Jeunes et vieux, brandissant leur drapeau national ou drapés de celui-ci, ont marché en direction du Sénat, où le projet de loi sera débattu lundi après son adoption, en décembre, à la chambre basse.

Les manifestants transportaient des bannières indiquant «Non à la loi de la honte de Sarkozy», «L'Histoire pour les historiens, la politique pour les politiciens», ou d'autres slogans dénonçant une tentative alléguée du président Nicolas Sarkozy d'«aller chercher des votes» auprès des Arméniens français avant les élections présidentielles, réparties sur deux tours d'avril et mai. Environ 500 000 Arméniens vivent en France.
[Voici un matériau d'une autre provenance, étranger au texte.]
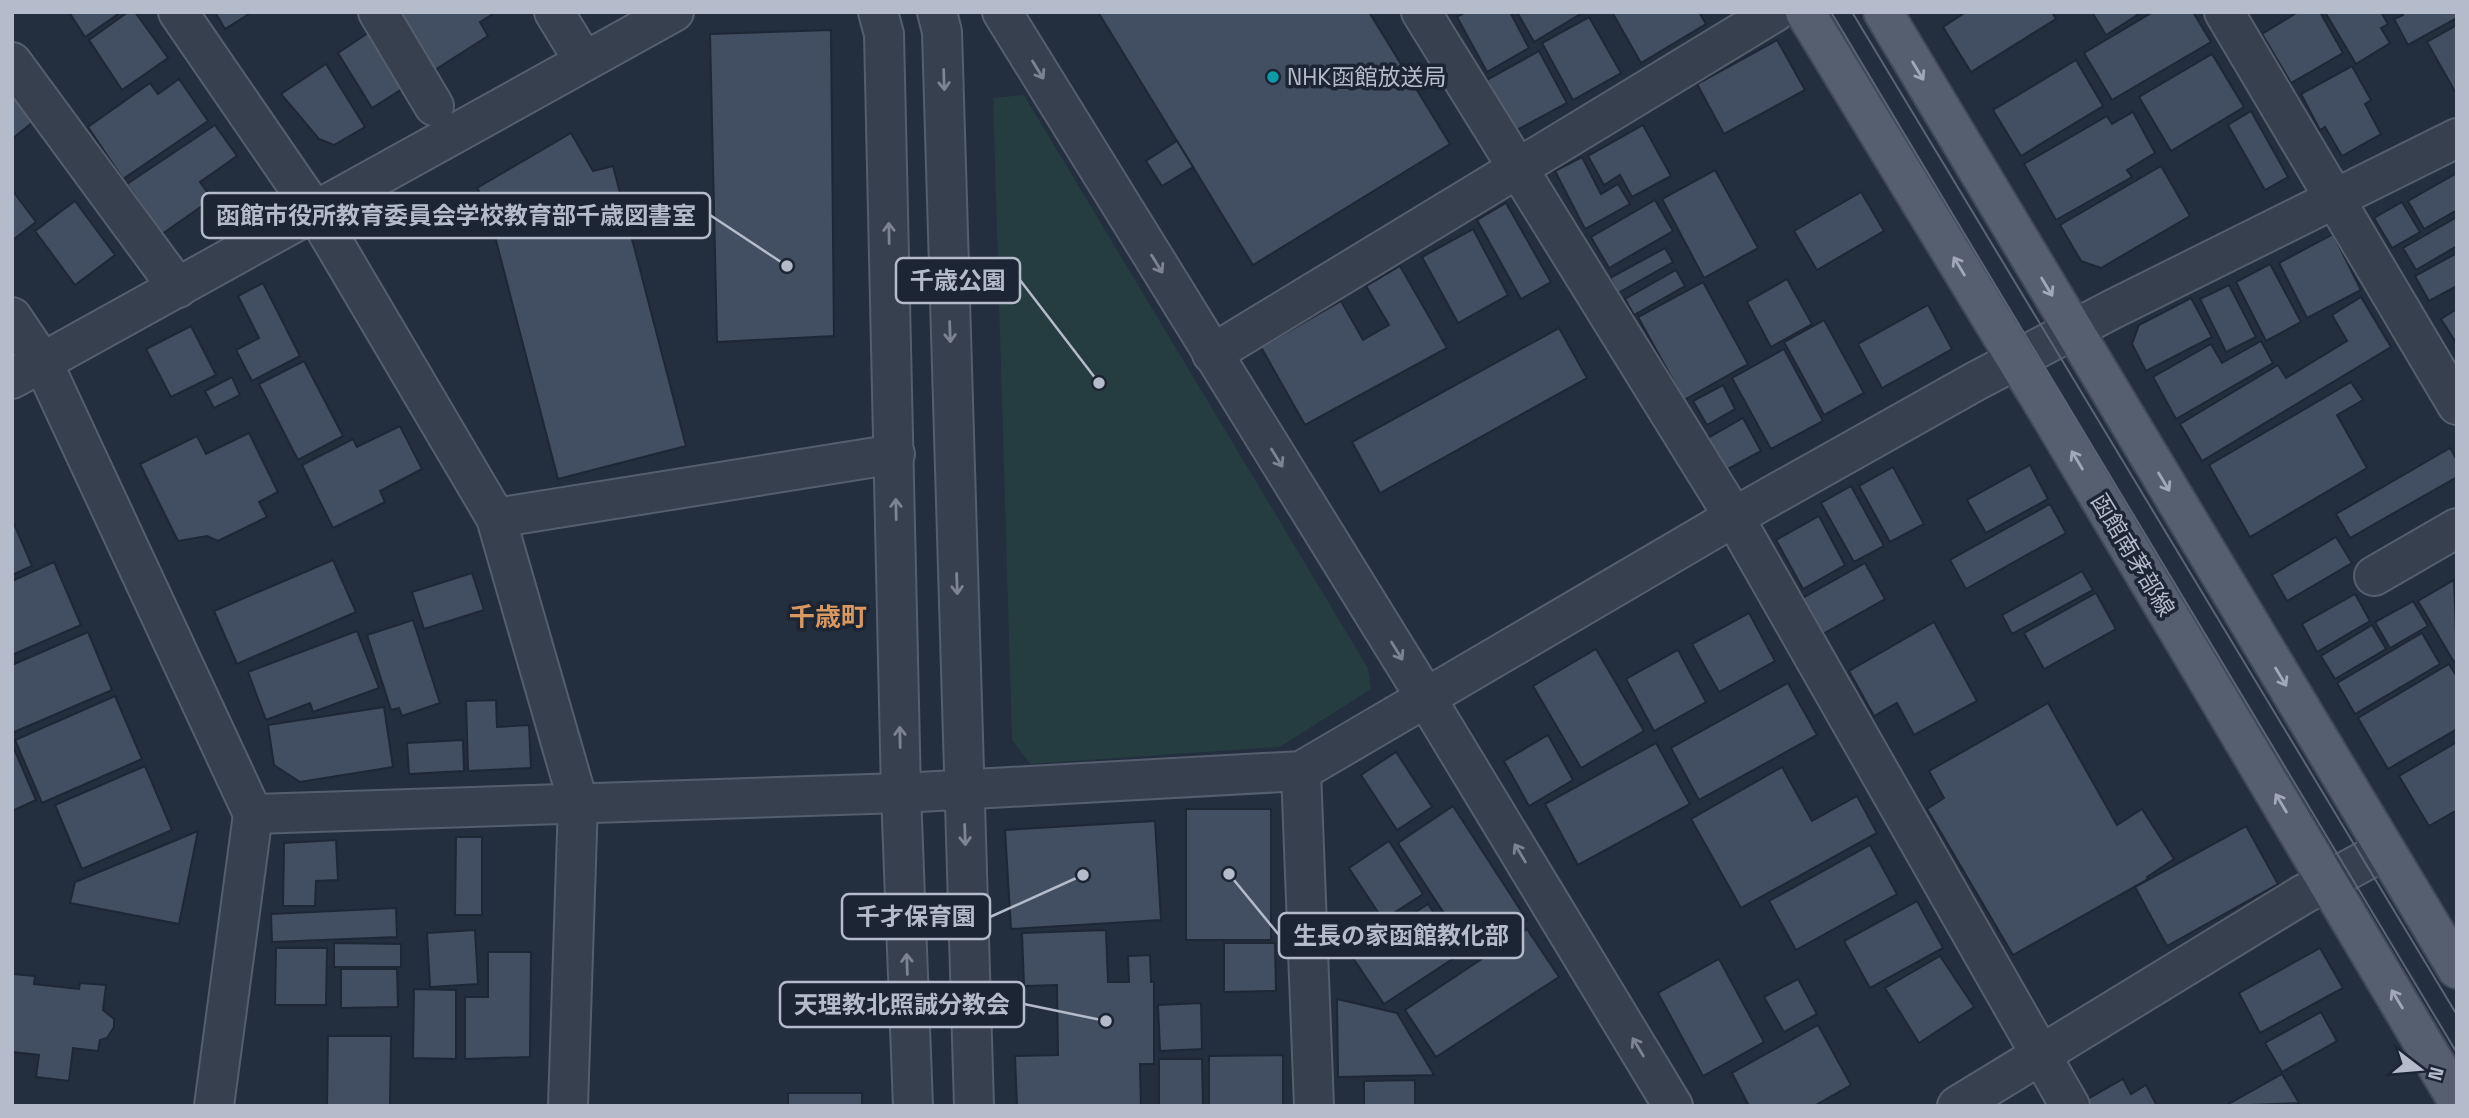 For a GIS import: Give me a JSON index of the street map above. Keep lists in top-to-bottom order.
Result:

La mesure viendrait criminaliser la négation du fait que les tueries de masse d'Arméniens en 1915 par les Turcs ottomans constituent un génocide. La peine pourrait aller jusqu'à un an de prison et une amende de 45 000 euros pour ceux qui nient ou «minimisent outrageusement» les massacres, plaçant une telle action sur un pied d'égalité avec la négation de l'Holocauste.

La France a officiellement reconnu les massacres de 1915 comme un génocide en 2001, mais n'a imposé aucune pénalité pour toute personne réfutant de tels faits.

Malgré le fait que près d'un siècle se soit écoulé depuis les événements, la question demeure toujours aussi délicate pour les Arméniens qui ont perdu des proches, et pour les Turcs qui y voient une atteinte à leur honneur national. La Turquie, courroucée, a brièvement rappelé son ambassadeur en France et a suspendu toute coopération militaire, économique et politique avec la France.

«Les politiciens qui n'ont pas lu un article sur la question disent qu'il s'agissait d'un génocide», a déclaré Beuhan Yildirim, un manifestant âgé de 35 ans et originaire de Berlin. Il fait partie de ceux qui ont pris l'autobus en direction de Paris pour la marche de samedi.

Les Arméniens prévoient aussi manifester près du Sénat lundi avant le débat et le vote.

Il n'est pas possible de savoir si la mesure sera aussi facilement acceptée qu'à l'Assemblée nationale, la Chambre basse plus puissante.

Le Sénat est contrôlé par les socialistes qui appuyaient précédemment le projet de loi. La Commission sénatoriale sur les lois a toutefois voté contre son adoption la semaine dernière, stipulant que la mesure risquait de violer les protections constitutionnelles incluant la liberté d'expression.

La question est de savoir si les socialistes tiendront compte des recommandations pour la simple et bonne raison que la question devient politiquement très délicate.